*** Opening of Exercise inputs ***

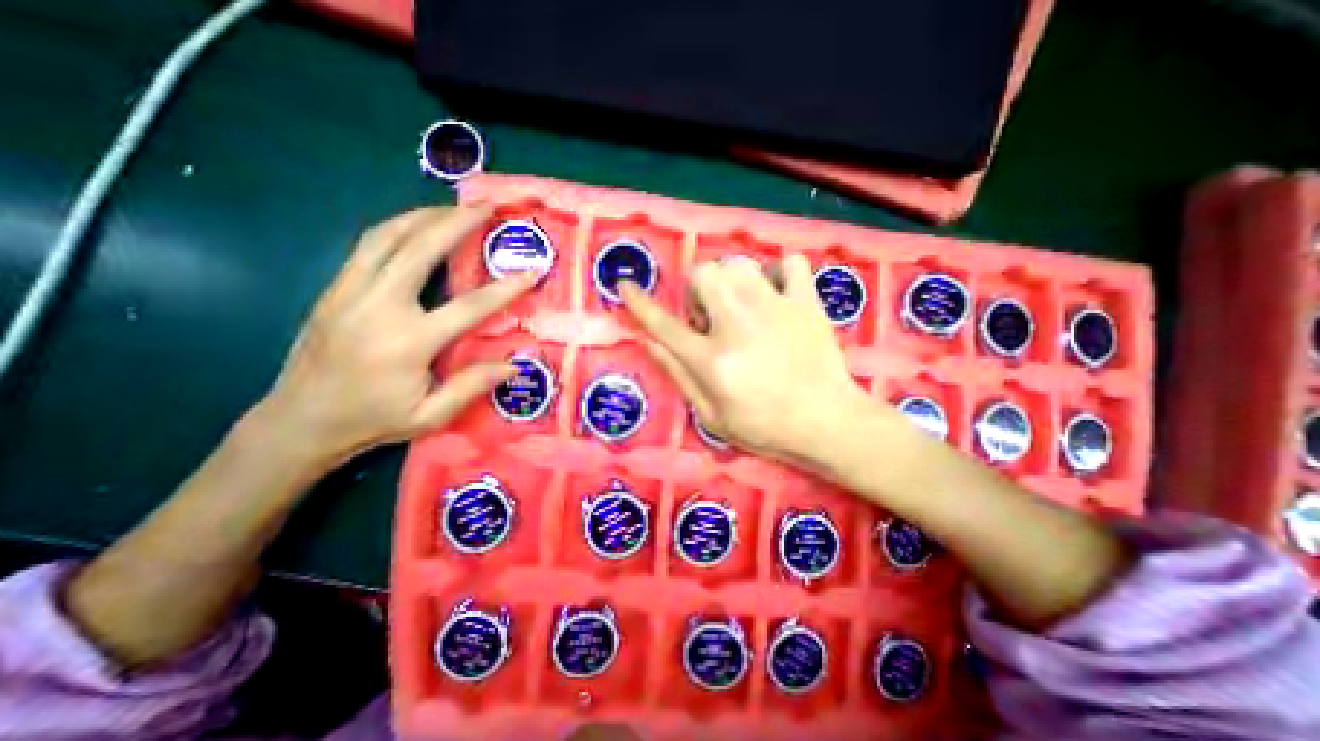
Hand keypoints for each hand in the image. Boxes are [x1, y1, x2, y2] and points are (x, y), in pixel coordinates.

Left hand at [255, 206, 531, 465]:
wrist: (299, 421)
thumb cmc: (373, 420)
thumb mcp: (430, 415)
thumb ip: (473, 385)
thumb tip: (515, 365)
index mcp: (409, 342)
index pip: (470, 306)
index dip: (506, 287)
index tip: (532, 269)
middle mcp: (378, 307)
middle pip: (420, 250)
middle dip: (456, 223)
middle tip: (485, 206)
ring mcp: (350, 292)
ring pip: (387, 237)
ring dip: (423, 216)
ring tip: (453, 207)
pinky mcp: (334, 289)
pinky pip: (368, 246)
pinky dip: (397, 228)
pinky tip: (415, 226)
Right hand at [626, 251, 872, 463]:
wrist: (828, 423)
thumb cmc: (765, 427)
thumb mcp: (711, 415)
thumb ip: (677, 374)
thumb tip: (647, 341)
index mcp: (712, 360)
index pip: (663, 324)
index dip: (638, 302)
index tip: (625, 284)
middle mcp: (737, 325)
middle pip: (703, 274)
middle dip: (698, 289)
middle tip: (712, 315)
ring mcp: (775, 308)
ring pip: (739, 263)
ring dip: (732, 280)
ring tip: (743, 304)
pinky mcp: (805, 303)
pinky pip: (788, 263)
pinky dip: (778, 272)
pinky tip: (778, 294)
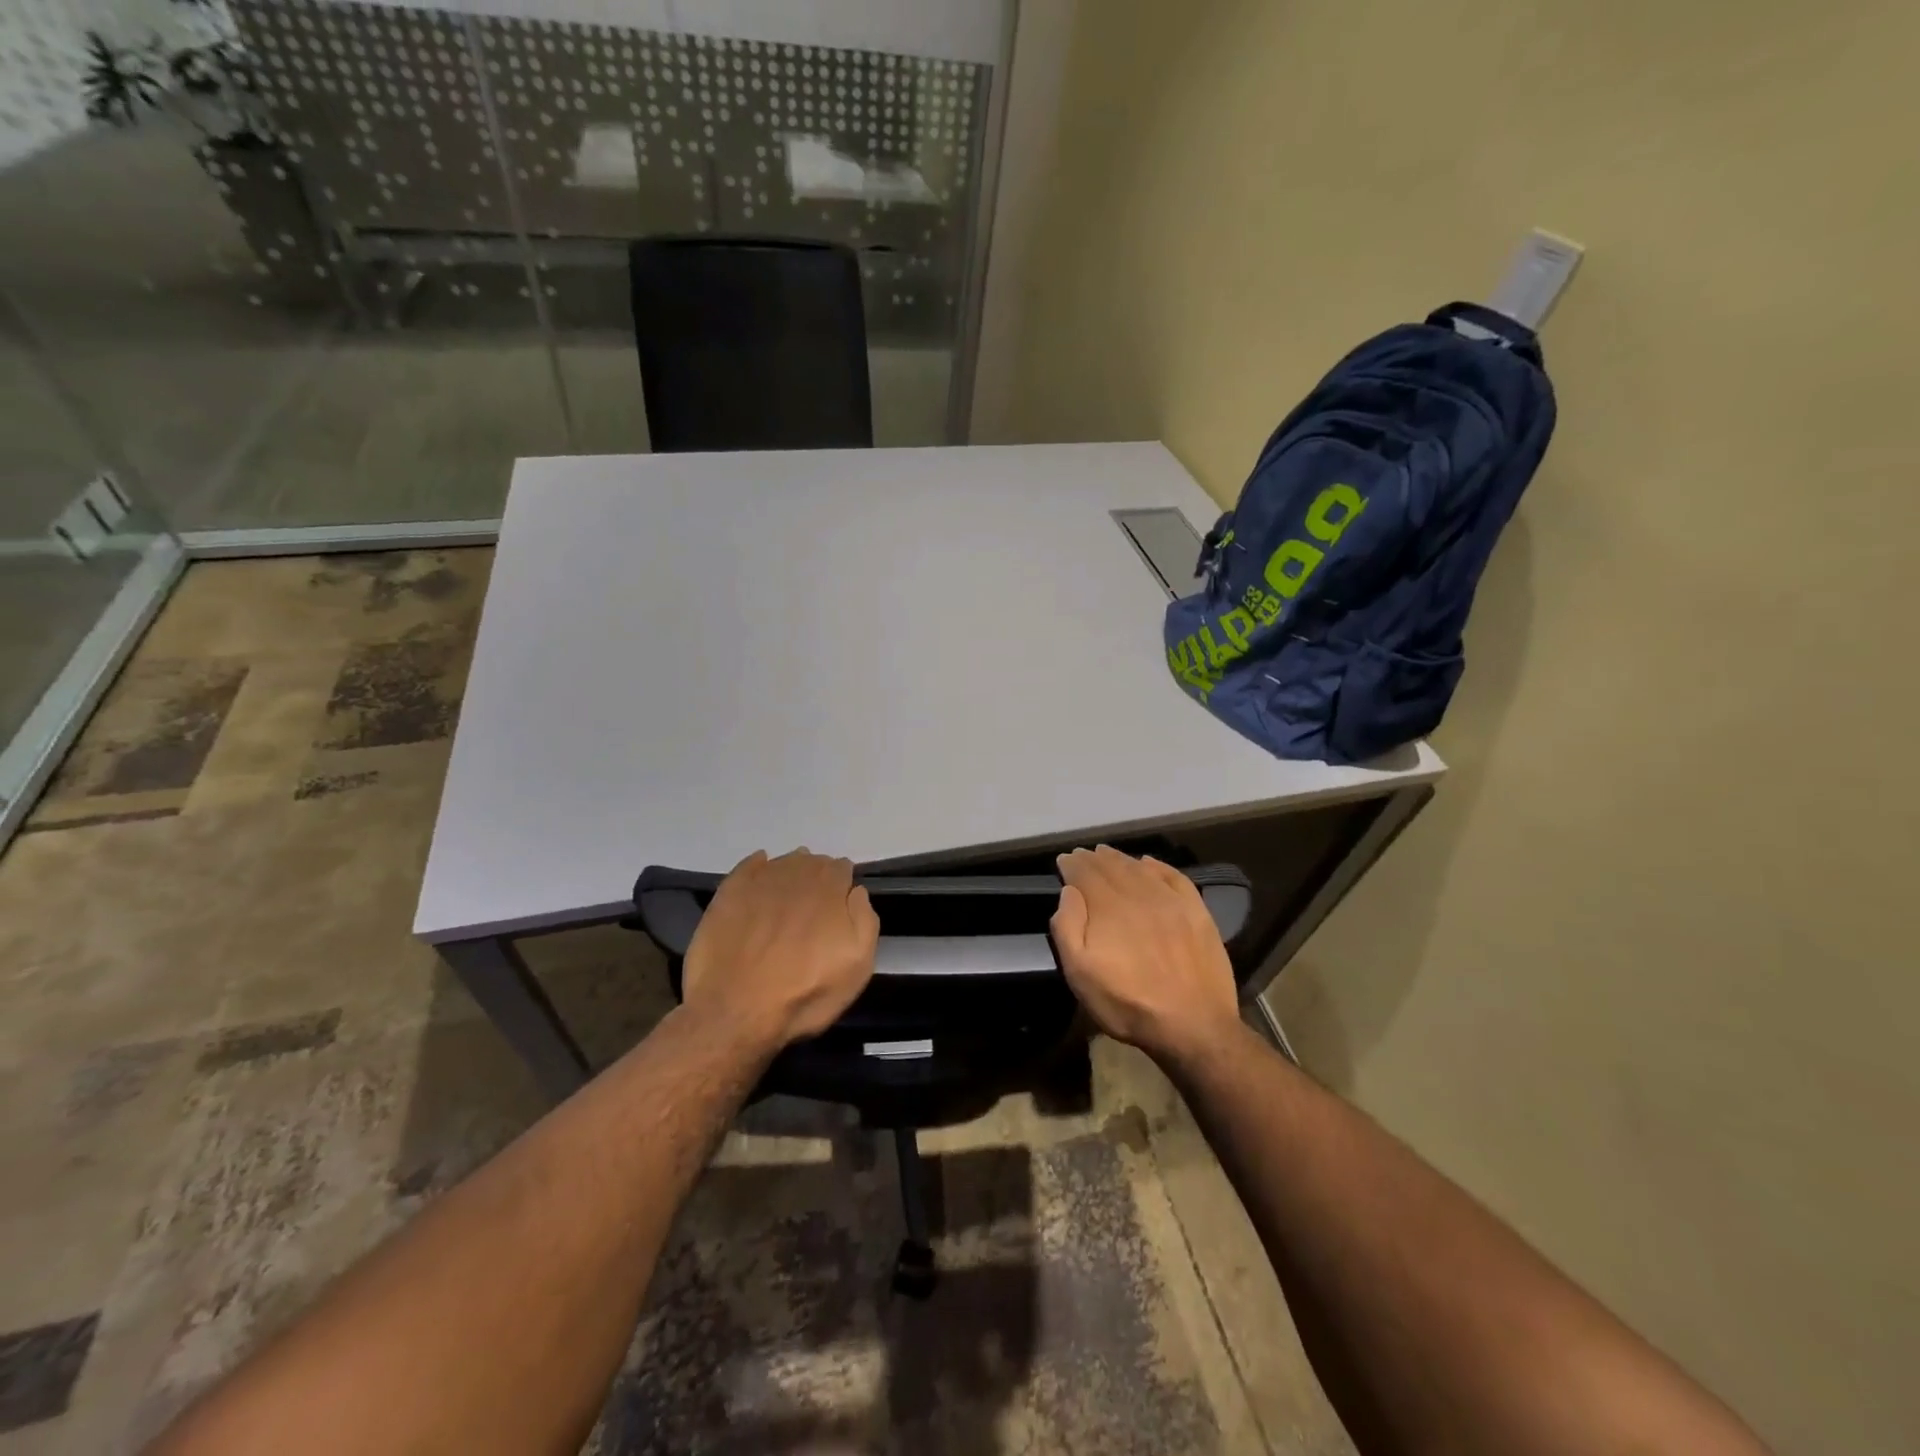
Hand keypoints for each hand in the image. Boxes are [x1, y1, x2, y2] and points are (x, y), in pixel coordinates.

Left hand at [681, 849, 878, 1052]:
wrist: (735, 1011)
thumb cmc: (804, 994)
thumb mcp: (857, 967)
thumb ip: (865, 921)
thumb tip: (856, 892)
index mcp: (830, 889)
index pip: (842, 869)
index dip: (843, 884)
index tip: (840, 903)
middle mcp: (796, 875)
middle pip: (813, 862)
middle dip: (818, 877)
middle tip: (815, 903)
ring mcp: (760, 882)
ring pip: (783, 863)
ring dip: (792, 872)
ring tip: (790, 894)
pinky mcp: (729, 893)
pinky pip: (749, 866)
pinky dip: (759, 866)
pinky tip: (761, 876)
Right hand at [1051, 846, 1241, 1065]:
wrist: (1194, 1025)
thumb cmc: (1128, 1004)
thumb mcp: (1080, 975)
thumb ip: (1068, 928)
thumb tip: (1069, 892)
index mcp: (1108, 907)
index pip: (1084, 873)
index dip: (1071, 864)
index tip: (1063, 861)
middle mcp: (1138, 894)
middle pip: (1111, 866)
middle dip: (1093, 859)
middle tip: (1083, 855)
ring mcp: (1171, 900)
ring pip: (1139, 868)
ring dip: (1120, 858)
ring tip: (1107, 855)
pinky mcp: (1196, 911)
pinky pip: (1173, 876)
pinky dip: (1157, 865)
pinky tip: (1148, 863)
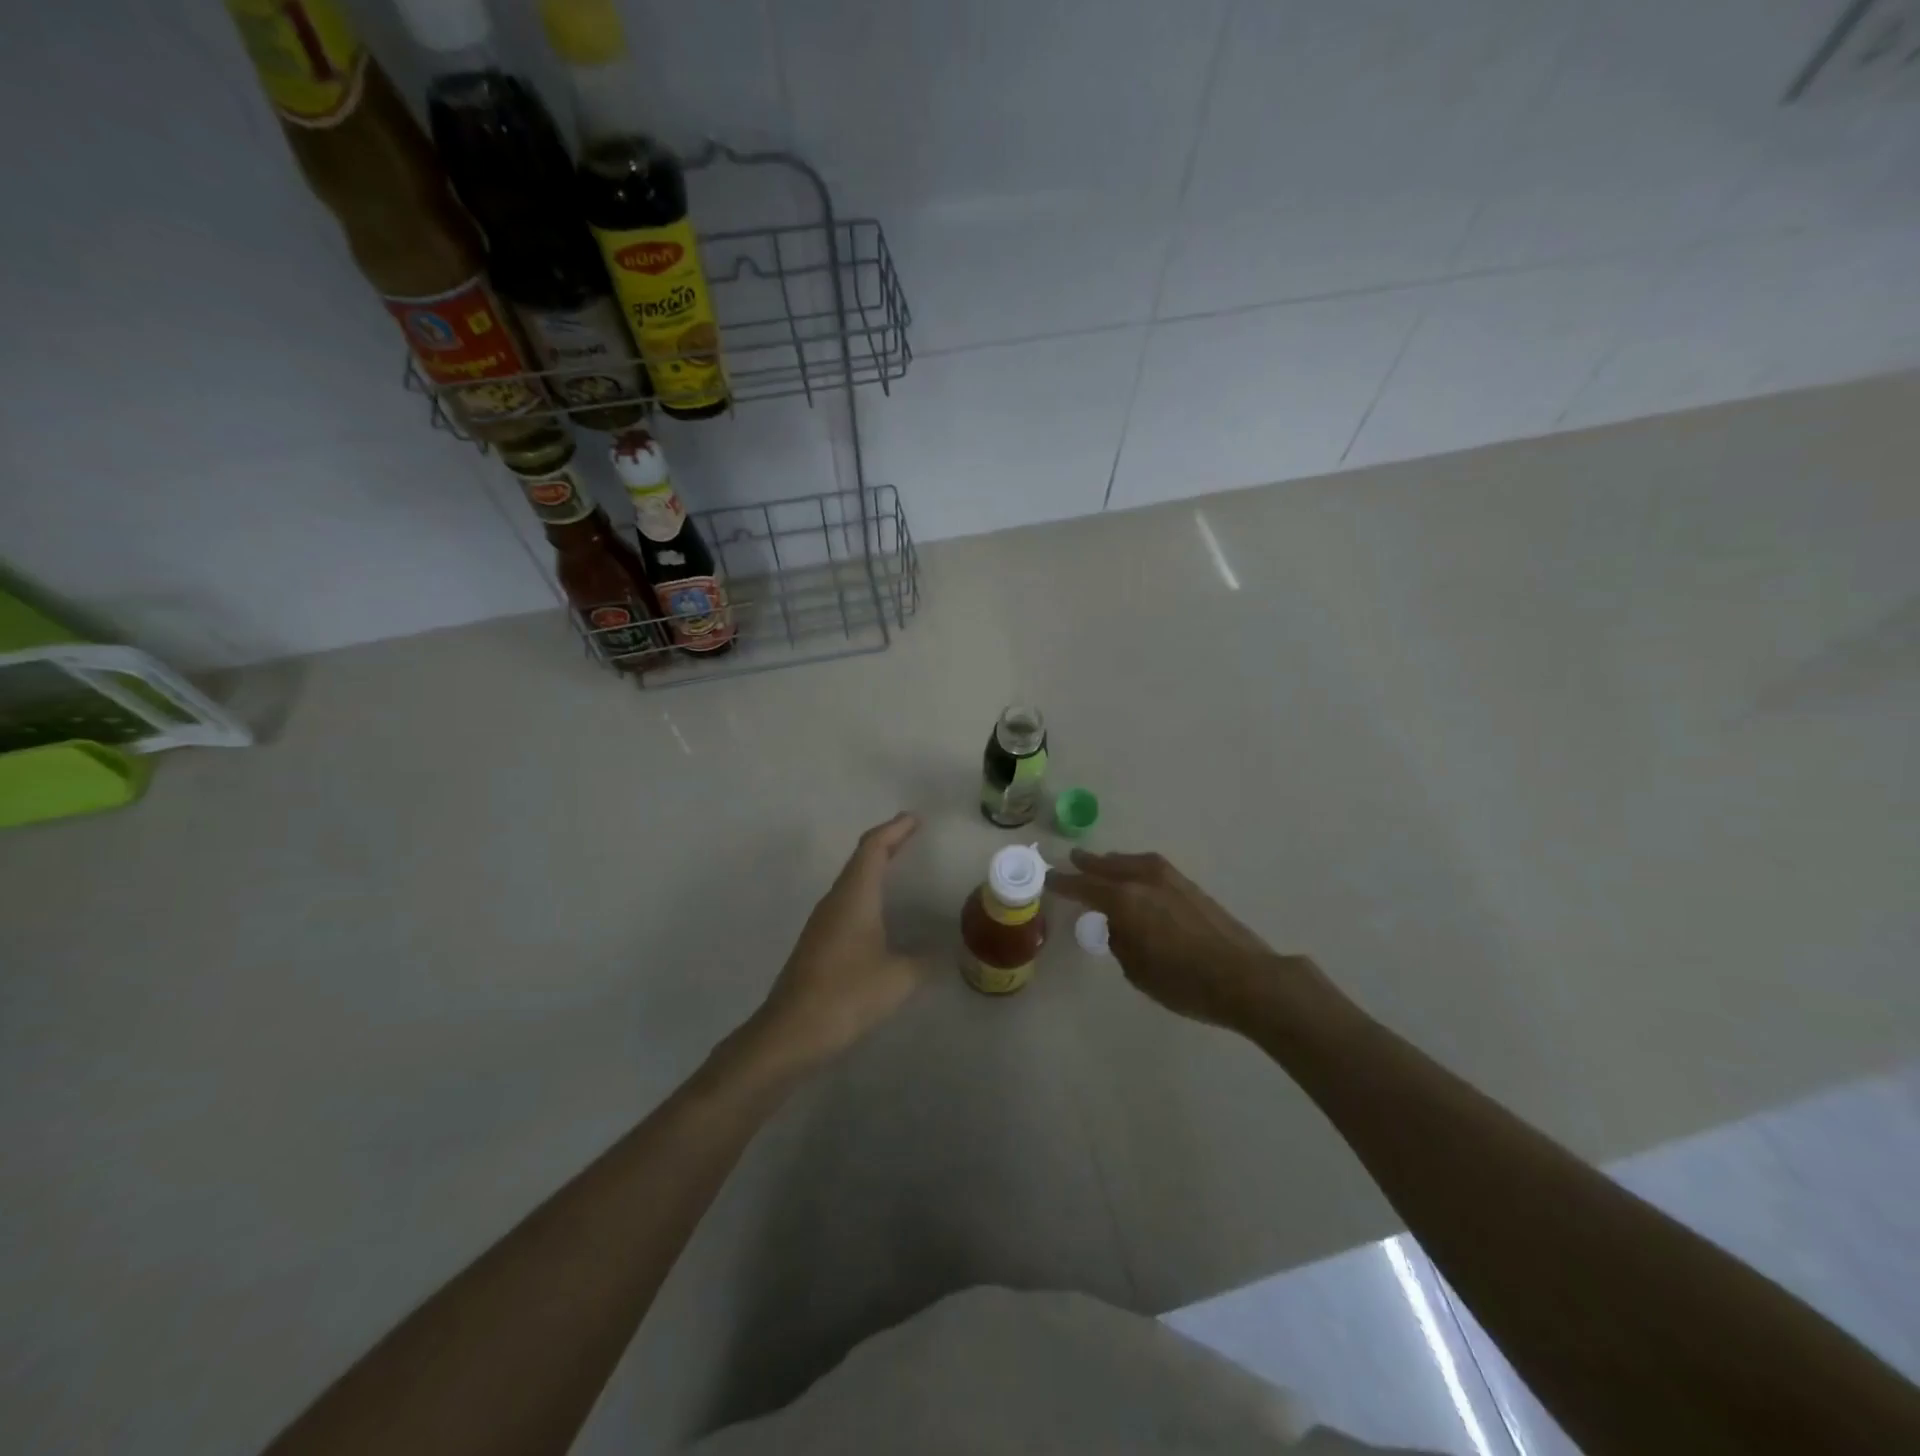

*** Close of Exercise inputs ***

Aim of the exercise:
Print the data exactly, from its first line to the line containing "index pip: (663, 324)", both included. Omit the pictures.

Your response:
Hand keypoints for each hand in the image. Boxes are [x1, y1, x2, y2] and points are (x, y), in pixel coordinates.

Left hand at [255, 206, 531, 465]:
wrist: (299, 421)
thumb cmc: (373, 420)
thumb mcp: (430, 415)
thumb ip: (473, 385)
thumb tip: (515, 365)
index mcp: (409, 342)
index pip: (470, 306)
index dip: (506, 287)
index tip: (532, 269)
middle mcp: (378, 307)
middle pip: (420, 250)
middle dip: (456, 223)
middle tip: (485, 206)
ring mcp: (350, 292)
ring pip: (387, 237)
ring dip: (423, 216)
ring tip: (453, 207)
pinky mcp: (334, 289)
pinky pip: (368, 246)
pinky dip: (397, 228)
pinky tip: (415, 226)
Right hand at [626, 251, 872, 463]:
wrist: (828, 423)
thumb cmc: (765, 427)
thumb mcp: (711, 415)
thumb ip: (677, 374)
thumb tip: (647, 341)
index mcp: (712, 360)
index pip: (663, 324)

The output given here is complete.